Given entries START

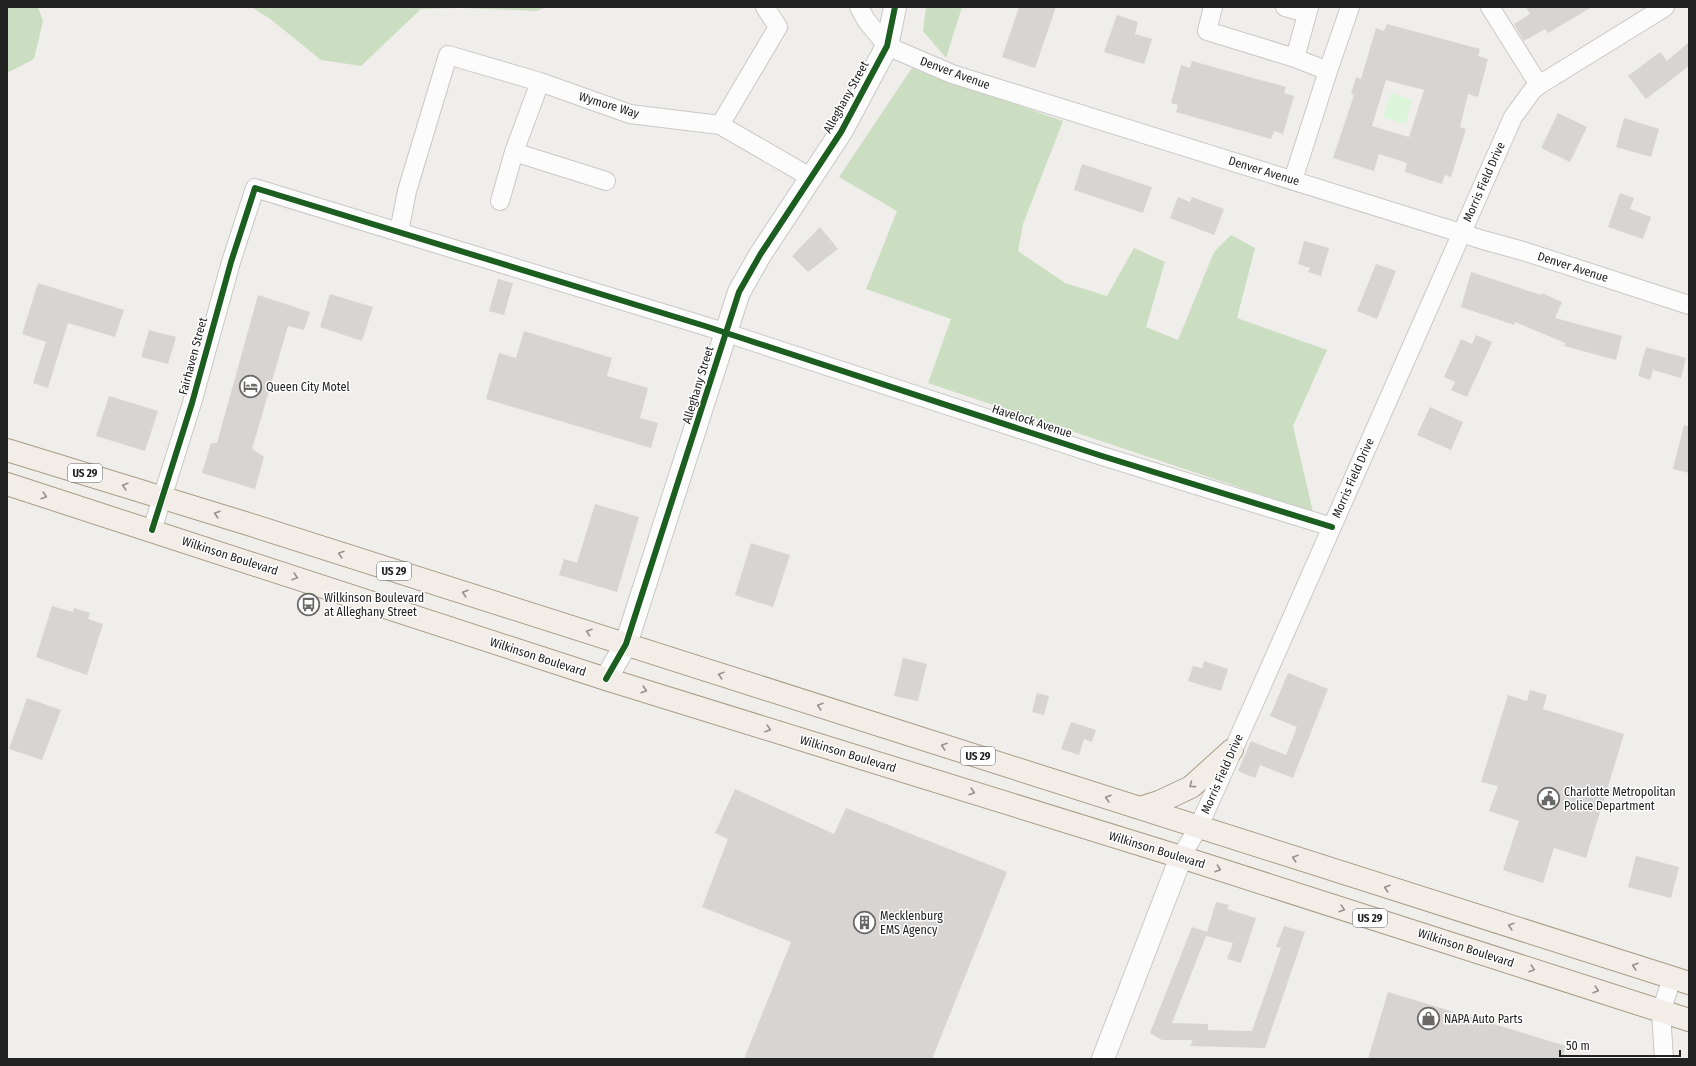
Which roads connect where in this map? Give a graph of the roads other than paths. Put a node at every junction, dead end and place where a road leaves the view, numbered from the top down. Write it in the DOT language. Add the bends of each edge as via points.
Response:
graph roads {
  1 [pos="765,7"];
  2 [pos="859,7"];
  3 [pos="895,7"];
  4 [pos="1214,7"];
  5 [pos="1285,7"];
  6 [pos="1350,7"];
  7 [pos="1490,7"];
  8 [pos="1665,7"];
  9 [pos="1308,10"];
  10 [pos="887,46"];
  11 [pos="1295,58"];
  12 [pos="1328,71"];
  13 [pos="540,82"];
  14 [pos="1539,85"];
  15 [pos="720,125"];
  16 [pos="514,152"];
  17 [pos="810,177"];
  18 [pos="1293,180"];
  19 [pos="606,181"];
  20 [pos="255,188"];
  21 [pos="500,201"];
  22 [pos="399,232"];
  23 [pos="1462,233"];
  24 [pos="1689,305"];
  25 [pos="725,334"];
  26 [pos="7,450"];
  27 [pos="7,484"];
  28 [pos="162,497"];
  29 [pos="1332,527"];
  30 [pos="152,530"];
  31 [pos="626,644"];
  32 [pos="606,679"];
  33 [pos="1232,750"];
  34 [pos="1140,808"];
  35 [pos="1199,826"];
  36 [pos="1181,857"];
  37 [pos="1681,981"];
  38 [pos="1661,1012"];
  39 [pos="1689,1020"];
  40 [pos="1103,1059"];
  41 [pos="1664,1059"];
  1 -- 15 [label="street" via="778,27"];
  2 -- 10 [label="street, Denver Avenue"];
  3 -- 10 [label="street, Alleghany Street"];
  4 -- 11 [label="street" via="1207,31"];
  5 -- 9 [label="street"];
  6 -- 12 [label="street"];
  7 -- 14 [label="street"];
  8 -- 14 [label="street, Morris Field Drive"];
  9 -- 11 [label="street"];
  10 -- 17 [label="street, Alleghany Street" via="841,132"];
  10 -- 18 [label="street, Denver Avenue" via="952,74"];
  11 -- 12 [label="street"];
  12 -- 18 [label="street"];
  13 -- 15 [label="street, Wymore Way" via="630,114"];
  13 -- 16 [label="street"];
  13 -- 22 [label="street, Wymore Way" via="448,55 407,191"];
  14 -- 23 [label="street, Morris Field Drive" via="1513,117"];
  15 -- 17 [label="street, Wymore Way"];
  16 -- 19 [label="street"];
  16 -- 21 [label="street"];
  17 -- 25 [label="street, Alleghany Street" via="739,292"];
  18 -- 23 [label="street, Denver Avenue"];
  20 -- 22 [label="street, Havelock Avenue"];
  20 -- 28 [label="street, Fairhaven Street"];
  22 -- 25 [label="street, Havelock Avenue"];
  23 -- 24 [label="street, Denver Avenue"];
  23 -- 29 [label="street, Morris Field Drive"];
  25 -- 29 [label="street, Havelock Avenue" via="1102,456"];
  25 -- 31 [label="street, Alleghany Street"];
  28 -- 26 [label="main road, US 29, one-way"];
  27 -- 30 [label="main road, Wilkinson Boulevard / US 29, one-way"];
  28 -- 30 [label="street, Fairhaven Street"];
  31 -- 28 [label="main road, US 29, one-way"];
  29 -- 33 [label="street, Morris Field Drive"];
  30 -- 32 [label="main road, Wilkinson Boulevard / US 29, one-way"];
  31 -- 32 [label="street, Alleghany Street"];
  34 -- 31 [label="main road, US 29, one-way"];
  32 -- 36 [label="main road, Wilkinson Boulevard / US 29, one-way"];
  33 -- 34 [label="main road, one-way" via="1191,787"];
  33 -- 35 [label="street, Morris Field Drive"];
  34 -- 35 [label="main road, US 29"];
  35 -- 36 [label="street, Morris Field Drive"];
  37 -- 35 [label="main road, US 29, one-way"];
  36 -- 38 [label="main road, Wilkinson Boulevard / US 29, one-way"];
  36 -- 40 [label="street, Morris Field Drive"];
  37 -- 38 [label="street"];
  38 -- 39 [label="main road, Wilkinson Boulevard / US 29"];
  38 -- 41 [label="street"];
}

Given entries END

Task statement: Each line above that has the word "Havelock" should be copied.

Result for this task:
  20 -- 22 [label="street, Havelock Avenue"];
  22 -- 25 [label="street, Havelock Avenue"];
  25 -- 29 [label="street, Havelock Avenue" via="1102,456"];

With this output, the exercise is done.